Last modified: 2014-07-21 15:48:29 UTC
Created attachment 14056 [details] requests logged on 2012-06-09 for hour 19:00 Instead of HTML percent encodings, pages are sometimes requested through Javascript-encoded URLs. The difference is that "\x", rather than the "%" symbol, is used to indicate the start of an escape sequence. These requests are not decoded by the Mediawiki software. For example, a request for https://en.wikipedia.org/w/index.php?title=Robinson_Can%C3%B3 is correctly decoded (the "%C3%B3" is transformed to an accented "o"), whereas a request for https://en.wikipedia.org/w/index.php?title=Robinson_Can\xC3\xB3 is not decoded and we're told the page doesn't exist. As I noted at https://en.wikipedia.org/wiki/Wikipedia:Redirects_for_discussion/Log/2013_December_9#.5Cx22Weird_Al.5Cx22_Yankovic there's been a tremendous increase in the amount of this traffic reaching the WMF projects, from about one request per hour in September 2011 to millions of requests per day in November 2013. Perhaps it would be desirable to transform "\x" to "%" before passing URLs to rawurldecode() so that these requests will reach the intended pages.

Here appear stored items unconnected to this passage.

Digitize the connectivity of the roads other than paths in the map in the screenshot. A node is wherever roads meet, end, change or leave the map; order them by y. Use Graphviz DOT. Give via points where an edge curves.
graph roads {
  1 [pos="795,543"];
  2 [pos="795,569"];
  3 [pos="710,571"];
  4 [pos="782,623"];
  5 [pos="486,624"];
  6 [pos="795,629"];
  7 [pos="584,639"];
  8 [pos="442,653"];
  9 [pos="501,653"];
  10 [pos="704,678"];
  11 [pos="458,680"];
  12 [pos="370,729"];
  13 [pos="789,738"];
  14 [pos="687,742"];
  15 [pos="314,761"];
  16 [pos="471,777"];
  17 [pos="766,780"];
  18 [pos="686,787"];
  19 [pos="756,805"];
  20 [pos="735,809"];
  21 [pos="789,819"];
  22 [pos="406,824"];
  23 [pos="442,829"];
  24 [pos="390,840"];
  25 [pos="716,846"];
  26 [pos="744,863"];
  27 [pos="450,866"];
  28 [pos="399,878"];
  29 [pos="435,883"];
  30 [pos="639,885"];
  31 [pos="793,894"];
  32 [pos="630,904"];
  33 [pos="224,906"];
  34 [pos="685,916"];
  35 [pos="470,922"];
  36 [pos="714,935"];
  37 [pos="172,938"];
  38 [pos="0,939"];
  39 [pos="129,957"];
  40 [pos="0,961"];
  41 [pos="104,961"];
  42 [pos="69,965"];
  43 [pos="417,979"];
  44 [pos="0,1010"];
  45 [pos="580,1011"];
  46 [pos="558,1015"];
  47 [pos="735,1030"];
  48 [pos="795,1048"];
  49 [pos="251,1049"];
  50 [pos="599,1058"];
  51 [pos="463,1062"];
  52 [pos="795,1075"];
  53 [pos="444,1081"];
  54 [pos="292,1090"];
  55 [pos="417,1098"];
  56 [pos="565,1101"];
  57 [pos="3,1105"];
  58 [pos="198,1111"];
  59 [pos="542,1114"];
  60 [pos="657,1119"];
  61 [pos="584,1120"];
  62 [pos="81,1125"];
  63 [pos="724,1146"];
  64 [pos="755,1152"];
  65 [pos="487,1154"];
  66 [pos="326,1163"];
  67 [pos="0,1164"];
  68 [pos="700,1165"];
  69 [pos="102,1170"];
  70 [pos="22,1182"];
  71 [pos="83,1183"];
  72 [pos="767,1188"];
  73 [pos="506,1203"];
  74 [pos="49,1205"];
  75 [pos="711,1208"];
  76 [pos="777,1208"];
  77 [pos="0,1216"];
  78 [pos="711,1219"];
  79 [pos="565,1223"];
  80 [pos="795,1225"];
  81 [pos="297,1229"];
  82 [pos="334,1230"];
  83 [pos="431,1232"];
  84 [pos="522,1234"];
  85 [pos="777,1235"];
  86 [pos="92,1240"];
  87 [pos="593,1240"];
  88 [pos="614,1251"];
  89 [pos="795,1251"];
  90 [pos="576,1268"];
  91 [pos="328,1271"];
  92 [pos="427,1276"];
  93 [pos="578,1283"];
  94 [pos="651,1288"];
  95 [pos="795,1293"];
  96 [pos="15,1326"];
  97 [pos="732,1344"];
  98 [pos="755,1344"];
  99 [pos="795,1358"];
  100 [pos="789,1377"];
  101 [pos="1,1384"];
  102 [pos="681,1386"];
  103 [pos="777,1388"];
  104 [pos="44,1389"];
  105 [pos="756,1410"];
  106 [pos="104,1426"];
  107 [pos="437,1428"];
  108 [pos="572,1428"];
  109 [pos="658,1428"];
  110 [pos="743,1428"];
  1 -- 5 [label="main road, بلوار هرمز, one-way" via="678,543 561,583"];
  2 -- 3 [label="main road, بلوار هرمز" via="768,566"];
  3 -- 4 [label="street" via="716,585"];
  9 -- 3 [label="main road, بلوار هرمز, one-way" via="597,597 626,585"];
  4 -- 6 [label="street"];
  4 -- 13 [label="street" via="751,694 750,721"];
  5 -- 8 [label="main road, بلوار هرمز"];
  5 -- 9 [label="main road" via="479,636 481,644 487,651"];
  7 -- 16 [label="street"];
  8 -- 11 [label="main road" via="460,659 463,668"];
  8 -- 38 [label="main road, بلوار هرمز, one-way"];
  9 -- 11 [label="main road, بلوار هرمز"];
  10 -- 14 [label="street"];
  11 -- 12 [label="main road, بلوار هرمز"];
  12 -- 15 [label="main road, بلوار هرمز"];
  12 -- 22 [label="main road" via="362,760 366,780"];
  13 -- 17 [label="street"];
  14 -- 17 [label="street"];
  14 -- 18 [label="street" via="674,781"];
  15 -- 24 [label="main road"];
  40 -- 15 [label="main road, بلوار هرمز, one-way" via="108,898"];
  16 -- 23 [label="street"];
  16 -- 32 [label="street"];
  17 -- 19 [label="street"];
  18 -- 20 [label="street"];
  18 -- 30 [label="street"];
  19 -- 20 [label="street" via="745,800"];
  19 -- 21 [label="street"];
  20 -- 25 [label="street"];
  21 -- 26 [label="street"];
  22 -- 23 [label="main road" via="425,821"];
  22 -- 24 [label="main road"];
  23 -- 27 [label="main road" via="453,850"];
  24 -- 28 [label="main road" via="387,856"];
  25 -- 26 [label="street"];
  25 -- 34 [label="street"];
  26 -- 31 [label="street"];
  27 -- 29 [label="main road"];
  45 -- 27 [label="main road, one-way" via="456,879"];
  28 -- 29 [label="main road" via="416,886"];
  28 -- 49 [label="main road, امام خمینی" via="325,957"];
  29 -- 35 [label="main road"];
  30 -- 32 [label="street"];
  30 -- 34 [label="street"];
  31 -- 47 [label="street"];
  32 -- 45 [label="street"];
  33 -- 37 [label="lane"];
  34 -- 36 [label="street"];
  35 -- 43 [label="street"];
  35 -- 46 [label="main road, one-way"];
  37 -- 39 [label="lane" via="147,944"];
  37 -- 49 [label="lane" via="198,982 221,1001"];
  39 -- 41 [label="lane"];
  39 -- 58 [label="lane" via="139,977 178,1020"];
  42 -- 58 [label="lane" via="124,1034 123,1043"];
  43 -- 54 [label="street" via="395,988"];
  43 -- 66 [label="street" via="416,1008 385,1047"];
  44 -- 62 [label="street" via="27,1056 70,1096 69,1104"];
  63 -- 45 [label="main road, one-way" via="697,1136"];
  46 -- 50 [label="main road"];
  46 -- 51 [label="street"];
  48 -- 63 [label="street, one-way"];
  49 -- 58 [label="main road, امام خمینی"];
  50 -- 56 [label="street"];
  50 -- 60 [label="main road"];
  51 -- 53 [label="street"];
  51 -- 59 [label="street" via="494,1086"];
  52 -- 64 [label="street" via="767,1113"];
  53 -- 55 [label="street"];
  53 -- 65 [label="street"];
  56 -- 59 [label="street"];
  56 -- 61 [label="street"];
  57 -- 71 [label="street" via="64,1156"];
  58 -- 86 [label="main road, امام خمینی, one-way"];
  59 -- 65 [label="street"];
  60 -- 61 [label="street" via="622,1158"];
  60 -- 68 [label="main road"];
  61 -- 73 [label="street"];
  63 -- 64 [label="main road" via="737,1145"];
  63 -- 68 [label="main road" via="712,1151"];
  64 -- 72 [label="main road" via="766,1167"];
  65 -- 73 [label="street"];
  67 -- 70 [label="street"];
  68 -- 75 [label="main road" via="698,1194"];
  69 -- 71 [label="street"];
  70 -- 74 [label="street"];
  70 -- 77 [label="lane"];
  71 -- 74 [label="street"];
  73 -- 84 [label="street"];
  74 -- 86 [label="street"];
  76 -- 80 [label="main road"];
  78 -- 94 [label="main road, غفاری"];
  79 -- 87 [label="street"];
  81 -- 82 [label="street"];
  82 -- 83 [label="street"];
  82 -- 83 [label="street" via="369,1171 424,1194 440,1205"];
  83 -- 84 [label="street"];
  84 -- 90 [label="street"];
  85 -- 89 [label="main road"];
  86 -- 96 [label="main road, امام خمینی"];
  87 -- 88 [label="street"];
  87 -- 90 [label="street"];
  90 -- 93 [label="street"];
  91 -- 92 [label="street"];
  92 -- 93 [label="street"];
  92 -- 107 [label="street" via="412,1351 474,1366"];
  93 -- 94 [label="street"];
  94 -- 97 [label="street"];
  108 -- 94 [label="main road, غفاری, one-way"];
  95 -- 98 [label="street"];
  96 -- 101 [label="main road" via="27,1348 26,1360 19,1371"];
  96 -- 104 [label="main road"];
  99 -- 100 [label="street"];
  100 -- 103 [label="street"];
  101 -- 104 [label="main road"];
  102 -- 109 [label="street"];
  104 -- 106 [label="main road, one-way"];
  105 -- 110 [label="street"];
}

Are you sure the requests are not being handled ? Isn't it just that the log is written differently for those requests ?
I mean I see people are reasoning that https://en.wikipedia.org/w/index.php?title=Robinson_Can\xC3\xB3 should be reachable trough their browser. But that is not correct I think. It is the technical representation of the input https://en.wikipedia.org/w/index.php?title=Robinson_Canó (a unicode url that is NOT percent encoded) This technical representation is however not a valid input method in browser URL fields if I remember correctly. I suspect people are making assumptions based on an incorrect interpretation of the logs.
In summary: * Entries in the log of apache that look like: Robinson_Can\xC3\xB3 which is a UTF-8 encoded (Likely a representation of the not percent encoded request containing Robinson_Canó, [possibly even an IRI request?]) * Log entries are NOT canonical on this front. A request for Robinson_Canó is logged differently then a request for Robinson_Can%C3%B3. * The statistics of stats.grok.se might not handle these properly (collating them, ignoring them, or just not accessible ?) * Someone else made a tool to detect red links, that does make the \x entries accessible/visible. * Someone is making mass redirects of \x entries to what they consider to be 'proper' entries. This seems to cause effect in the statistics, but I would say that if the statistics/tools are broken, you are only influencing the statistics most likely, not per se actually fixing something * There seems to have been a large increase of these kinds of requests (newer browsers or google/bing.com changing their defaults can easily account for this). * You cannot input a utf-8 sequence in the url field of a browser (because there is no need for this, you would just input ó). * People can't figure out who is wrong and who is right. Does that sum it up a bit ?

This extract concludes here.